Panoptic uses the Foundry framework for testing and deployment, and Prettier for linting.
To get started, clone the repo, install the pre-commit hooks, and compile the metadata with bun:
git clone https://github.com/panoptic-labs/panoptic-v1-core.git --recurse-submodules
npm i
bun run ./metadata/compiler.js
Run the Foundry test suite:
forge test
Get a coverage report (requires genhtml
to be installed):
forge coverage --report lcov && genhtml lcov.info --branch-coverage --output-dir coverage
Panoptic can also be deployed at a preconfigured set of addresses on mainnet. The canonical initcodes are saved in deployment-info.json
and can be updated by running the following commands:
curl -fsSL https://bun.sh/install | bash
pip install eth_abi
python3 build_release.py
The configuration file build-config.json
can be modified with the desired set of addresses and constructor arguments for each contract. The env
section contains deployment variables expected to change, such as the UNIV3_FACTORY
address.
Each address
and salt
pair specified by build-config.json
can be deployed through the CREATE3
factory at 0x000000000000b361194cfe6312EE3210d53C15AA
. All salts in the current configuration are owned by vault.panoptic.eth
.
The following command can be run to generate the Safe transaction batches required to deploy Panoptic with the code in deployment-info.json
from a Safe multisig that owns salts:
python3 gen_safetx.py
The generated batches for each contract will be saved in individual JSON files in the safe-txns
directory. These can be uploaded to a Gnosis Safe for execution via the "Transaction Builder" app. To ensure an accurate deployment process, each transaction batch should be queued in alphabetical order and checked against deployment-info.json
for correctness prior to execution.
Panoptic can be deployed on any chain with a Uniswap V3 instance. To go through with the deployment, several environment variables need to be set:
DEPLOYER_PRIVATE_KEY
The private key of the EOA deploying the contractsUNISWAP_V3_FACTORY
The address of the Uniswap V3 Factory Panoptic is being deployed onWETH9
The canonical Wrapped Ether deployment on the chain
To deploy Panoptic for testing purposes, run:
forge script script/DeployProtocol.s.sol:DeployProtocol --rpc-url sepolia -vvvv --broadcast
Include the --verify
flag, after exporting your ETHERSCAN_API_KEY into the environment, to ensure deployed contracts are verified on Etherscan.

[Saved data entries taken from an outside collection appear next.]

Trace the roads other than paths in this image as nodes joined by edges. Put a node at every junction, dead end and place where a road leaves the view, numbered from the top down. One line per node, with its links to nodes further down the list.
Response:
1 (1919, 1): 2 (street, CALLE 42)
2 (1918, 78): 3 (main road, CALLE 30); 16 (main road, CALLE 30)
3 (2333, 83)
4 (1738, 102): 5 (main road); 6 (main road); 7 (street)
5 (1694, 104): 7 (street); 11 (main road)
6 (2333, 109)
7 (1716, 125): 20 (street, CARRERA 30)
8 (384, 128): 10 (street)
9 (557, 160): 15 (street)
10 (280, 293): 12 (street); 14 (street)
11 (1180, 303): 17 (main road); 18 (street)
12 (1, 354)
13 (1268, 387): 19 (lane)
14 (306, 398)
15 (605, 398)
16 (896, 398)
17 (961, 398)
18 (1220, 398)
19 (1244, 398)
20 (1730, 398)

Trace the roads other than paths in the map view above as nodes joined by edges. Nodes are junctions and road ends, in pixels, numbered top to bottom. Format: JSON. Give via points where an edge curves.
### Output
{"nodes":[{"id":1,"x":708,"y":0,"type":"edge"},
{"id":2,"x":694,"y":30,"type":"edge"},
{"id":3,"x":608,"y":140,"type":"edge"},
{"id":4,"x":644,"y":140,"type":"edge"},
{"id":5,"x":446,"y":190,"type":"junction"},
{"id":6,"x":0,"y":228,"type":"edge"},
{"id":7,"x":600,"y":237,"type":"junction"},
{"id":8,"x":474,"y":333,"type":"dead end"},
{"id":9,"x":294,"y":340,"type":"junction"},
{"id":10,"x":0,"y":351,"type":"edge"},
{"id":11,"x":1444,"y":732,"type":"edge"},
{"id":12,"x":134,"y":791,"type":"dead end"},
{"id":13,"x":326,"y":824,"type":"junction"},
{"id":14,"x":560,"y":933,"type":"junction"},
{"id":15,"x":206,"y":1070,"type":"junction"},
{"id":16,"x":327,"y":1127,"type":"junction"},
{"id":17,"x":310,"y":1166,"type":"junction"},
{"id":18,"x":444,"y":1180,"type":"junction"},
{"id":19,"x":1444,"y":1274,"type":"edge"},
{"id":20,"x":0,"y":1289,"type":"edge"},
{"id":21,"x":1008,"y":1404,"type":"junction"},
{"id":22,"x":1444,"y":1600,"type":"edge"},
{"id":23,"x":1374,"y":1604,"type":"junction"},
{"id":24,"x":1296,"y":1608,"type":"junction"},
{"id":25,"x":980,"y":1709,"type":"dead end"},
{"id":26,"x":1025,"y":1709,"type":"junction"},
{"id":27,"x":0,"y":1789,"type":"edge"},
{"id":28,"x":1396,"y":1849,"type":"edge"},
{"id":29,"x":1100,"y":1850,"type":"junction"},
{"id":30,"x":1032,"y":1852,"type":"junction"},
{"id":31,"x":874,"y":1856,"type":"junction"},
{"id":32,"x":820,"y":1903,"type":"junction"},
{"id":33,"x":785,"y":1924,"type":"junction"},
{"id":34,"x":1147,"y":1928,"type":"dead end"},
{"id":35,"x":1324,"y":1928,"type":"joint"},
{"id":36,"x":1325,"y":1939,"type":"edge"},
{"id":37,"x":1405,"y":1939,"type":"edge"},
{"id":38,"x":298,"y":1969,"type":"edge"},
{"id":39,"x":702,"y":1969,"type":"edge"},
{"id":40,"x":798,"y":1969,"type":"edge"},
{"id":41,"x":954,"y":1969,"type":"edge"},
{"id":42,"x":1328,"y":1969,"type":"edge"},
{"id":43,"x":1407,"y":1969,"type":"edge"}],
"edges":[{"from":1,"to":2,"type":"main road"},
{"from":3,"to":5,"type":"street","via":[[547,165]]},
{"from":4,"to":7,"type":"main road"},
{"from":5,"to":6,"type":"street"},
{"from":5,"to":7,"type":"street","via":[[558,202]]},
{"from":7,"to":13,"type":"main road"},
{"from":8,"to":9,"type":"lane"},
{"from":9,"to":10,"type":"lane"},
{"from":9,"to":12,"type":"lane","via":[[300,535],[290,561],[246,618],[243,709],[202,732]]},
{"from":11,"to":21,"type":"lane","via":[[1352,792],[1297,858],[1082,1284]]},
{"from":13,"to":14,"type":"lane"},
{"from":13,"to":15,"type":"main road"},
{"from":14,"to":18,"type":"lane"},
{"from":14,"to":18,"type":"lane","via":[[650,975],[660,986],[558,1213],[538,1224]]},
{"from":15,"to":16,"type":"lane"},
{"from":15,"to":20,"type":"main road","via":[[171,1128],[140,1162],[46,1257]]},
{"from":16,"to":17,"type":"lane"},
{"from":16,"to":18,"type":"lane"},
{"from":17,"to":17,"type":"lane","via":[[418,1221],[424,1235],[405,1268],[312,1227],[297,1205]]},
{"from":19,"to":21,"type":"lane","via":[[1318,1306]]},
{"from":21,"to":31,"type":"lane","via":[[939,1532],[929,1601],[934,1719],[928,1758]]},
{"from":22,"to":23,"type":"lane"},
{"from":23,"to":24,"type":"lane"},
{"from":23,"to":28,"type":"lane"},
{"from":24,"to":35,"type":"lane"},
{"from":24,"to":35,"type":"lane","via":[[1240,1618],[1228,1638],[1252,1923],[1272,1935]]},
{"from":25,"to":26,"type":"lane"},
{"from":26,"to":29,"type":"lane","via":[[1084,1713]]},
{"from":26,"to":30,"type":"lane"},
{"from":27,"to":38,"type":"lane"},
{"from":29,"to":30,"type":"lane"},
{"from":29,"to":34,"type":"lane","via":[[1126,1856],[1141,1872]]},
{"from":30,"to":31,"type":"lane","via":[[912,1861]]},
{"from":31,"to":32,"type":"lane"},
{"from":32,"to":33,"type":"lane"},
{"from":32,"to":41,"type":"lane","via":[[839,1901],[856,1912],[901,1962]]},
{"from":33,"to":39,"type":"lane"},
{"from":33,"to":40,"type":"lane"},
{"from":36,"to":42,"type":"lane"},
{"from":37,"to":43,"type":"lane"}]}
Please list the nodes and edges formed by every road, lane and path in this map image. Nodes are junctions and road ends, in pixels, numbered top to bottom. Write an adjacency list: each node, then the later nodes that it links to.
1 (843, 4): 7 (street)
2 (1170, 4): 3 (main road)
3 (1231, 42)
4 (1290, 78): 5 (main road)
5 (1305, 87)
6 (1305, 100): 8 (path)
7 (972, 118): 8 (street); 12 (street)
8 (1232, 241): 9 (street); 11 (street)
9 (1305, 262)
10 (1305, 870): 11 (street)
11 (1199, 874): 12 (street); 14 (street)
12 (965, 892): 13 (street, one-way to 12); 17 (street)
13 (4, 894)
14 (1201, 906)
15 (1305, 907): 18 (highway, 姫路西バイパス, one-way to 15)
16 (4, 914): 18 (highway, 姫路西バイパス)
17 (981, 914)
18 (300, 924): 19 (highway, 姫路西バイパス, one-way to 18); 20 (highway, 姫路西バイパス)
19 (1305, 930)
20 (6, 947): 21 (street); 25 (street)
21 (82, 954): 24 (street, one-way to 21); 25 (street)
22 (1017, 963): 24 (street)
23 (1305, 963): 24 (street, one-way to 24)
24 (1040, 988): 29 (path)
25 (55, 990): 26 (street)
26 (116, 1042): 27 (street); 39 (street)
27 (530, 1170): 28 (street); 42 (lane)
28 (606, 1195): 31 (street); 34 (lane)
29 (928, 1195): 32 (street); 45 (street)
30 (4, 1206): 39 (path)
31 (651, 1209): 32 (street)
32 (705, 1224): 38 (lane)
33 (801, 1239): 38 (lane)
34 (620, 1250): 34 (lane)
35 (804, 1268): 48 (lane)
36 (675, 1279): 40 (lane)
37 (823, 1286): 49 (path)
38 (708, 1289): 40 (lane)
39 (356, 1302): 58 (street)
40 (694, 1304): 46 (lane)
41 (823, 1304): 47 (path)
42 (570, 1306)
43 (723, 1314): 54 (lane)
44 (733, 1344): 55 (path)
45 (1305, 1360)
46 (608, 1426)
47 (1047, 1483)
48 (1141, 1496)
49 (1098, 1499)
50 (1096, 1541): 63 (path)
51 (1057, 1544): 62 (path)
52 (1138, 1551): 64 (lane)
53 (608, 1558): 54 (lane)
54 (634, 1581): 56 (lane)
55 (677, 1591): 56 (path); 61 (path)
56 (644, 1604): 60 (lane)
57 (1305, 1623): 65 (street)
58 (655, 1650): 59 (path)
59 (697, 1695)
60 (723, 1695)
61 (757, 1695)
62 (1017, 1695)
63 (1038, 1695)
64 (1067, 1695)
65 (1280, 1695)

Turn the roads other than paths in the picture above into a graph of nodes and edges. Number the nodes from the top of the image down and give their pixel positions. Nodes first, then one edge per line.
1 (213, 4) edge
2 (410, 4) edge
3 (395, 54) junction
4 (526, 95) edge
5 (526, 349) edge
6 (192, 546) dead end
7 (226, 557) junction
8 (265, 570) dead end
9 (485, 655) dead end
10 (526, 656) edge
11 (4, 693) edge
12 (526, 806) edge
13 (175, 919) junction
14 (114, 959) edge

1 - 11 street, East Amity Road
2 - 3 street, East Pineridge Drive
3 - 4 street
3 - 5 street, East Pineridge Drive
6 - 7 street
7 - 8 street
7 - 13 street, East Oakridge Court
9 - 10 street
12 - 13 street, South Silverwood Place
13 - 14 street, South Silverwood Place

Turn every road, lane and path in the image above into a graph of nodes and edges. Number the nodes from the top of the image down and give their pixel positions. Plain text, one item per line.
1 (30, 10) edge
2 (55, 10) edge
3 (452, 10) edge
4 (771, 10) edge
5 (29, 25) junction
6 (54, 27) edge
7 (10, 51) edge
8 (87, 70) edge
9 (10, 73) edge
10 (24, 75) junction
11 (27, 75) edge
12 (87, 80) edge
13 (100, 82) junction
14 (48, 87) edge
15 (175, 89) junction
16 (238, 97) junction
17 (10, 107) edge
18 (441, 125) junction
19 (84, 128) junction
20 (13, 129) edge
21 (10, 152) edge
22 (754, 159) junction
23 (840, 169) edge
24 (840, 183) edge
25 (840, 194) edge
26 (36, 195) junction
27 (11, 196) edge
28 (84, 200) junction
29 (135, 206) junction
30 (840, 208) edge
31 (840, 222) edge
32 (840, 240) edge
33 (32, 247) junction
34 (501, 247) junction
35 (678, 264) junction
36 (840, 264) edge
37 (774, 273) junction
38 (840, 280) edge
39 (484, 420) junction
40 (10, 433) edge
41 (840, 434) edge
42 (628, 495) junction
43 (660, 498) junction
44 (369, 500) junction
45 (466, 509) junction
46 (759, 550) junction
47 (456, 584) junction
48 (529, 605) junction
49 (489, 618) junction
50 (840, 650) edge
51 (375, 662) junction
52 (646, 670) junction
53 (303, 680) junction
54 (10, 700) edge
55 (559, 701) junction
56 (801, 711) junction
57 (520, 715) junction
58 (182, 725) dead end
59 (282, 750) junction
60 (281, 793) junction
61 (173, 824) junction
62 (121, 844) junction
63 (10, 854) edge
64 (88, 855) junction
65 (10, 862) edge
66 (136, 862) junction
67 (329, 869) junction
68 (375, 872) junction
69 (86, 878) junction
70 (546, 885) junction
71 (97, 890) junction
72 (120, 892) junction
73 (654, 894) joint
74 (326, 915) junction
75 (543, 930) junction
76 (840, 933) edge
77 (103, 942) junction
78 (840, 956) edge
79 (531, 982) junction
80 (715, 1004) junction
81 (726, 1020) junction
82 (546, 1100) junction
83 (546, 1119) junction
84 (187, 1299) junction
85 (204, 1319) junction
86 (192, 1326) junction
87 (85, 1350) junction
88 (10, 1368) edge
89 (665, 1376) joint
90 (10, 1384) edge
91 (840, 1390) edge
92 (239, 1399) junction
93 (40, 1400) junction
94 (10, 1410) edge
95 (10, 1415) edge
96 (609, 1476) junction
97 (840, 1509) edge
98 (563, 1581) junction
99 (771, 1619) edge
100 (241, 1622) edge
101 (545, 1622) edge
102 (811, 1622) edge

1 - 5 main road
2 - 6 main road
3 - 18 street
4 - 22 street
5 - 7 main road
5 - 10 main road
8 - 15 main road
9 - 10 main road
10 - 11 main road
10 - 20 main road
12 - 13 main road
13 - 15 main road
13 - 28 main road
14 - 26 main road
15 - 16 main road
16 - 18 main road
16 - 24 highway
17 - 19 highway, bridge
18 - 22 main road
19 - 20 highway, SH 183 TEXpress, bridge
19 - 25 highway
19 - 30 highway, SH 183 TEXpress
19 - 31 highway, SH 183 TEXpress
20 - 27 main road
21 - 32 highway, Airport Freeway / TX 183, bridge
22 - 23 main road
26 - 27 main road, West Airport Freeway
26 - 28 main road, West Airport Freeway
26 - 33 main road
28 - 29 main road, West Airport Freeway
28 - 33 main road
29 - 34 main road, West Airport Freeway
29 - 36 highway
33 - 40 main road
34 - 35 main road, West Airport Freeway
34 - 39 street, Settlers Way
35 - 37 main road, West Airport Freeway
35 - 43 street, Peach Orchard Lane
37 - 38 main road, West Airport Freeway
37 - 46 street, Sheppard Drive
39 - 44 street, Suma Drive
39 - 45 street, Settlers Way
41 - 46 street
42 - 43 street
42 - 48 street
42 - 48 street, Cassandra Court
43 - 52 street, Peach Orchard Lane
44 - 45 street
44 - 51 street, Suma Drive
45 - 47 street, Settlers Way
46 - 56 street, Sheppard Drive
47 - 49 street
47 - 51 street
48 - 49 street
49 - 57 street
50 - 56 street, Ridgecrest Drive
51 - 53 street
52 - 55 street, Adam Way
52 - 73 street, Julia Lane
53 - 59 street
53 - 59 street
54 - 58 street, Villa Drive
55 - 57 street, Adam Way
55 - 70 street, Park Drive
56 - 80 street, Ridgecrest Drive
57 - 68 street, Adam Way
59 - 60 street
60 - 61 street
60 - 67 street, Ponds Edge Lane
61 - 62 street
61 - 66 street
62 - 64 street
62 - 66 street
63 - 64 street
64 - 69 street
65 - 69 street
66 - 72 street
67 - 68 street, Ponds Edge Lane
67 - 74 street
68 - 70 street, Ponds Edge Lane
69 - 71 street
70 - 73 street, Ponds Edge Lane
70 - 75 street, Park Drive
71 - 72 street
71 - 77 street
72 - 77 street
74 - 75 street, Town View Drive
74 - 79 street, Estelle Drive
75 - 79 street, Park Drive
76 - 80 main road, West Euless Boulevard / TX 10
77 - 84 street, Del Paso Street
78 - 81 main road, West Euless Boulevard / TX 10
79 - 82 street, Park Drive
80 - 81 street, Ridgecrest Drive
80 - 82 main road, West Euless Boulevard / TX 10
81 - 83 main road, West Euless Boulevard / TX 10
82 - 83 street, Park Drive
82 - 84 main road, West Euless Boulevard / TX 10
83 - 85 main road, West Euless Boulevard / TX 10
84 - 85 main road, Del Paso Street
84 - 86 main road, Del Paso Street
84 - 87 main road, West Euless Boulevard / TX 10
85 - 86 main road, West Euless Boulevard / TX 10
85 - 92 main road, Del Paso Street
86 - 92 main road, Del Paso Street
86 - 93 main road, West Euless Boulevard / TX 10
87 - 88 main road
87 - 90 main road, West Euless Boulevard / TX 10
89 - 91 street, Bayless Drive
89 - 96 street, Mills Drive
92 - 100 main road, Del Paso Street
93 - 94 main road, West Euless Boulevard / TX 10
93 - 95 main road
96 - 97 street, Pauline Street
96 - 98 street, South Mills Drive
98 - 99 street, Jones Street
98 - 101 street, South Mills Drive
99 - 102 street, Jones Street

The preconfigured RPC URL aliases are: sepolia
. To deploy on another chain a custom RPC URL can be passed.
The primary license for Panoptic V1 is the Business Source License 1.1 (BUSL-1.1
), see LICENSE. Minus the following exceptions:
- Interfaces, tokens, and Multicall.sol have a General Public License
- Some libraries and types have a General Public License
- Tests and some scripts are unlicensed
Each of these files states their license type.